WEKA算法开发——记一次不太成功的遗传属性加权贝叶斯算法实验
WEKA算法开发——记一次不太成功的遗传属性加权贝叶斯算法实验1. WEKA介绍2.使用WEKA开发自己的算法3.~~总结~~ 吐槽1. WEKA介绍Weka平台是一种数据分析+模式识别平台,使用JAVA编写,包含如Iris等等数据集与贝叶斯,决策树等多种分类/聚类算法。下图为WEKA的主页面,在本次开发中,主要使用了Explorer功能第一步需要打开数据集WEKA中的数据集为.ariff格式第二
WEKA算法开发——记一次不太成功的遗传属性加权贝叶斯算法实验
1. WEKA介绍
Weka平台是一种数据分析+模式识别平台,使用JAVA编写,包含如Iris等等数据集与贝叶斯,决策树等多种分类/聚类算法。
下图为WEKA的主页面,在本次开发中,主要使用了Explorer功能
第一步需要打开数据集
WEKA中的数据集为.ariff格式
第二步,点击Classify,选择算法,点击Start进行分类
2. 使用WEKA开发自己的算法
weke存在部分分类/聚类算法,我们可以在其之上,继续开发我们自己的算法。
- 第一步,找到你安装的weka平台目录下的weka-src.jar文件
解压后获得源代码文件,如下:
使用JAVA编译器,我这里是Eclipse,打开如下:
- 然后我们就可以准备进行开发了,首先要找到开发的位置,并新建文件
前提:WEKA在JAVA编译器中的启动,是通过GUIChooser.java启动
位置位于
接下来,我们需要新建立一个分类算法,所以需要在src/main/java下新建一个包(Package),并将其命名为weka.classifiers.(这里你自己起名),我创建的如下(下面一个),然后在里面创建java文件,那就是你的算法文件了:
创建文件的最后一步是添加到路径,打开weka.gui下属的GenericPropertiesCreator.props,把你的包名字添加进去
这样就能在启动后搜索到你的分类文件夹了。
3. 第三步,编写具体的算法
当然这步是最难的,首先要了解,编写自己的算法主要就是改写下面两个函数:
其中第一个是构建分类器的,对于贝叶斯来说,构建分类器只需要统计类别数量/属性数量即可,所以一个二维矩阵+几个数组就能放下参数,没那么复杂。 输入为数据集,多个样本。
第二个参数是用来进行验证的,输入为一个一个的样本,输出的为标准化的分类结果,不是[0,1,0],是[0.2,0.6,0.2]
public void buildClassifier(Instances instances) throws Exception
public double [] distributionForInstance(Instance instance) throws Exception
然后给出朴素贝叶斯的代码,经过简化,原WEKA1000多行的代码,简化成了200多行。
代码是从老师那里获取的,MOOC课程链接为:MOOC-机器学习。其中有关于WEKA的一章,不懂的可以去看一看。

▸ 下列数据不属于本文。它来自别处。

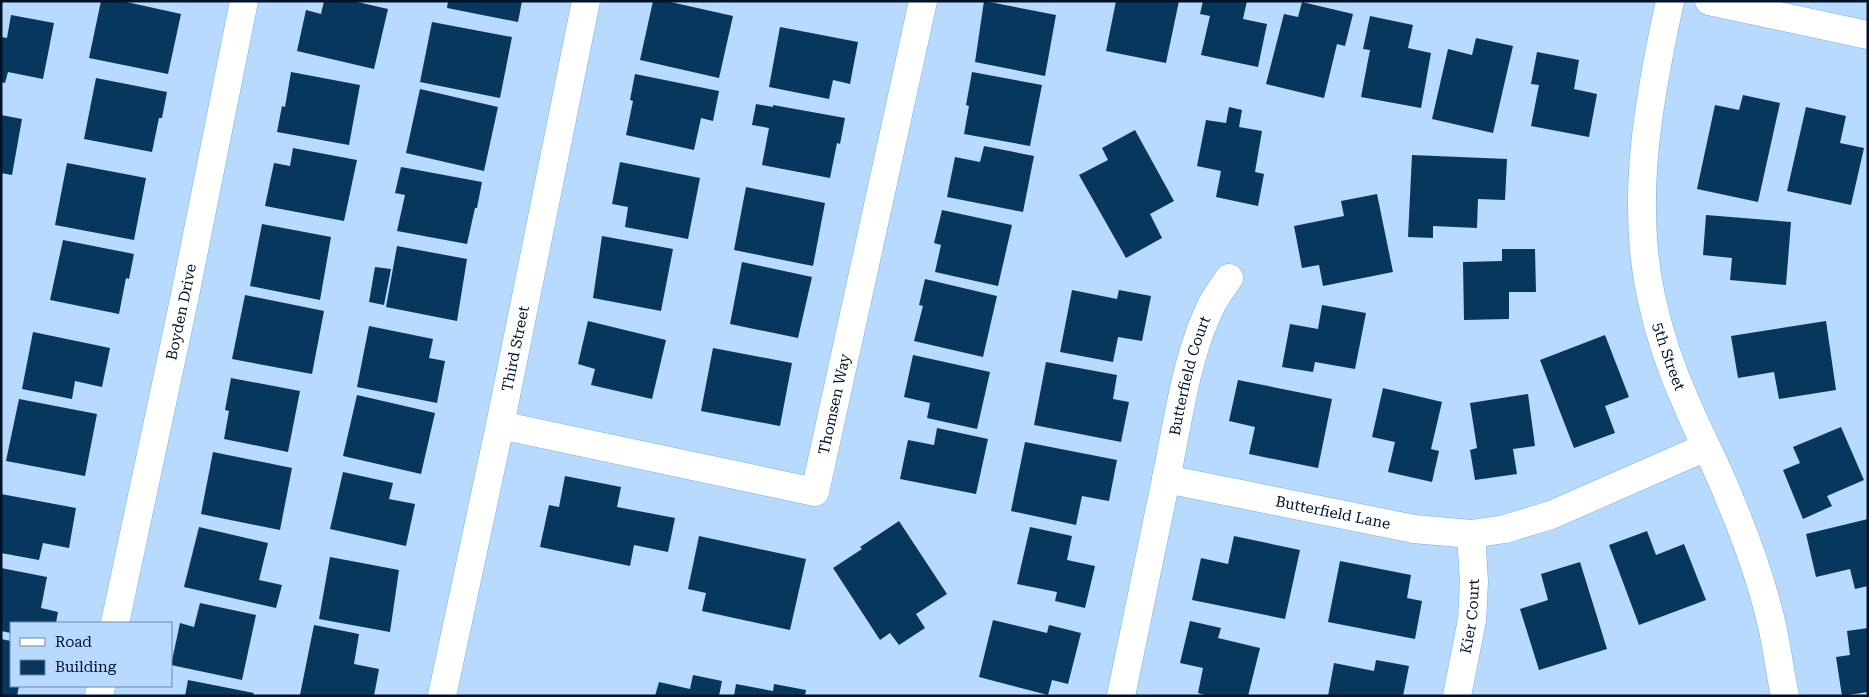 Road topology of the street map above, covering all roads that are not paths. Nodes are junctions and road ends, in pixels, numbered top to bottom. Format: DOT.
graph roads {
  1 [pos="244,1"];
  2 [pos="586,1"];
  3 [pos="923,1"];
  4 [pos="1670,1"];
  5 [pos="1709,1"];
  6 [pos="1868,35"];
  7 [pos="1229,278"];
  8 [pos="500,424"];
  9 [pos="1706,447"];
  10 [pos="1166,479"];
  11 [pos="1471,534"];
  12 [pos="114,622"];
  13 [pos="442,696"];
  14 [pos="1121,696"];
  15 [pos="1457,696"];
  16 [pos="1785,696"];
  1 -- 12 [label="street, Boyden Drive"];
  2 -- 8 [label="street, Third Street"];
  3 -- 8 [label="street, Thomsen Way"];
  4 -- 9 [label="street, 5th Street"];
  5 -- 6 [label="street"];
  7 -- 10 [label="street, Butterfield Court"];
  8 -- 13 [label="street, Third Street"];
  9 -- 11 [label="street, Butterfield Lane"];
  9 -- 16 [label="street, 5th Street"];
  10 -- 11 [label="street, Butterfield Lane"];
  10 -- 14 [label="street"];
  11 -- 15 [label="street, Kier Court"];
} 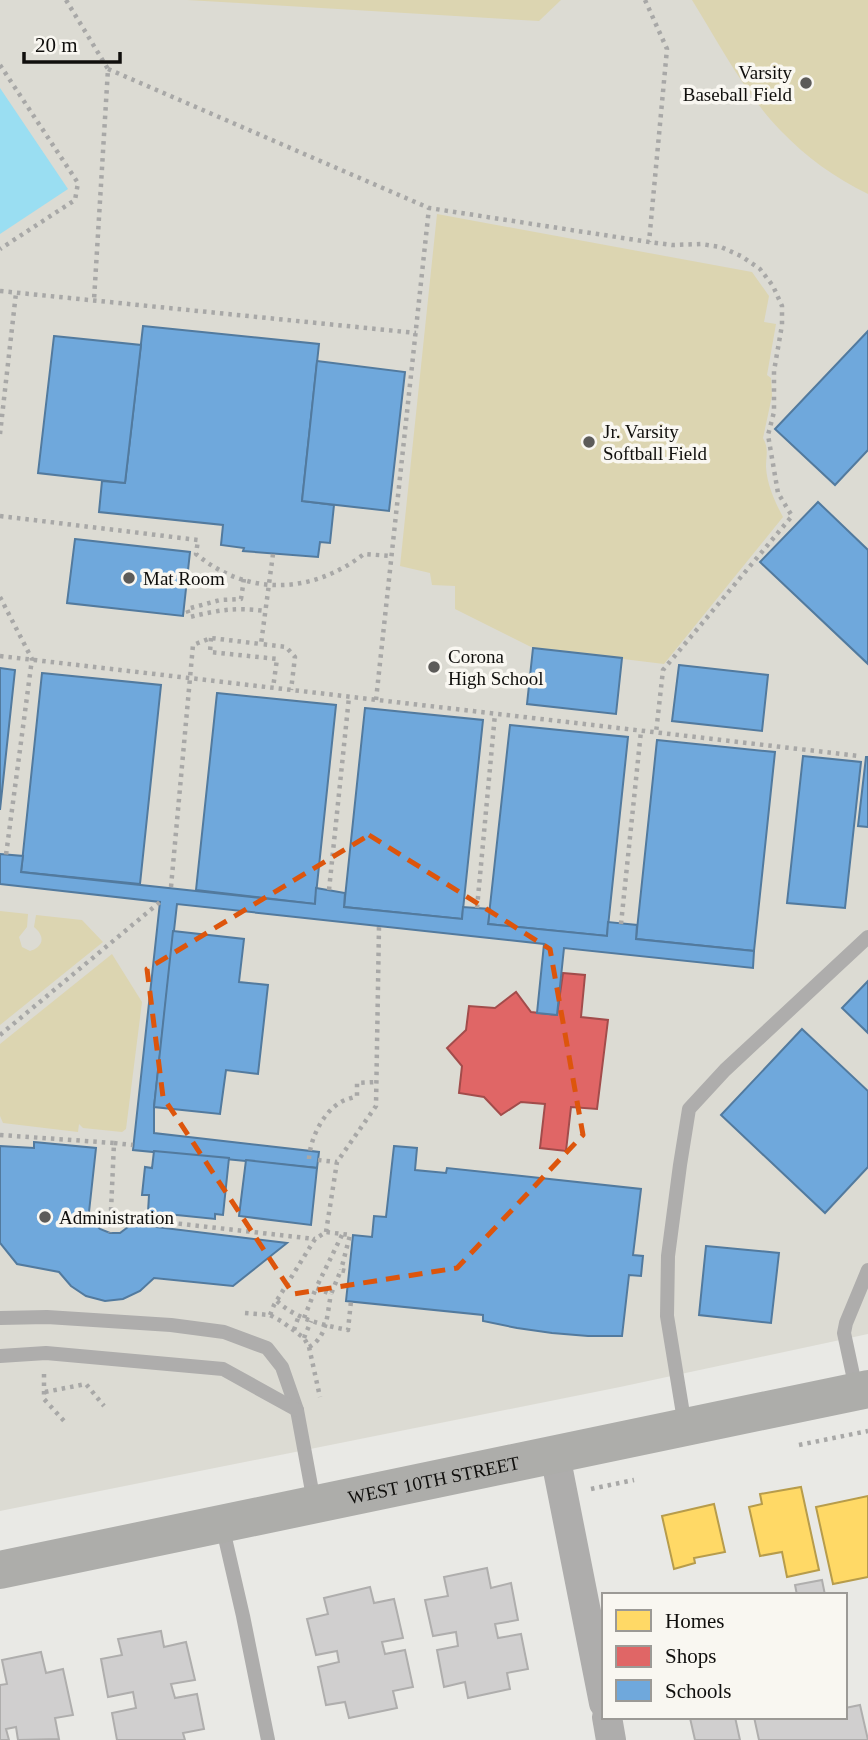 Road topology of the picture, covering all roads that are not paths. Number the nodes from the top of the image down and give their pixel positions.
1 (868, 937) edge
2 (868, 1270) edge
3 (0, 1318) edge
4 (0, 1356) edge
5 (862, 1390) edge
6 (297, 1410) junction
7 (685, 1427) junction
8 (555, 1455) junction
9 (314, 1504) junction
10 (222, 1524) junction
11 (0, 1570) edge
12 (602, 1693) edge
13 (607, 1719) edge
14 (268, 1740) edge
15 (611, 1740) edge

1 - 7 lane
2 - 5 lane
3 - 6 lane
4 - 6 lane
5 - 7 main road, WEST 10TH STREET
6 - 9 lane
7 - 8 main road, WEST 10TH STREET
8 - 9 main road, WEST 10TH STREET
8 - 12 street
9 - 10 main road, WEST 10TH STREET
10 - 11 main road, WEST 10TH STREET
10 - 14 lane
13 - 15 street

package weka.classifiers.xfjy;
import weka.core.*;
import weka.classifiers.*;
/**
* Implement the NB1 classifier.
*/
/*这里注意你起的类的名字*/
public class naive_bayes extends AbstractClassifier {
/** The number of class and each attribute value occurs in the dataset */
private double [][] m_ClassAttCounts;
/** The number of each class value occurs in the dataset */
private double [] m_ClassCounts;
/** The number of values for each attribute in the dataset */
private int [] m_NumAttValues;
/** The starting index of each attribute in the dataset */
private int [] m_StartAttIndex;
/** The number of values for all attributes in the dataset */
private int m_TotalAttValues;
/** The number of classes in the dataset */
private int m_NumClasses;
/** The number of attributes including class in the dataset */
private int m_NumAttributes;
/** The number of instances in the dataset */
private int m_NumInstances;
/** The index of the class attribute in the dataset */
private int m_ClassIndex;
public void buildClassifier(Instances instances) throws Exception {
// reset variable
m_NumClasses = instances.numClasses();
m_ClassIndex = instances.classIndex();
m_NumAttributes = instances.numAttributes();
m_NumInstances = instances.numInstances();
m_TotalAttValues = 0;
// allocate space for attribute reference arrays
m_StartAttIndex = new int[m_NumAttributes];
m_NumAttValues = new int[m_NumAttributes];
// set the starting index of each attribute and the number of values for
// each attribute and the total number of values for all attributes(not including class).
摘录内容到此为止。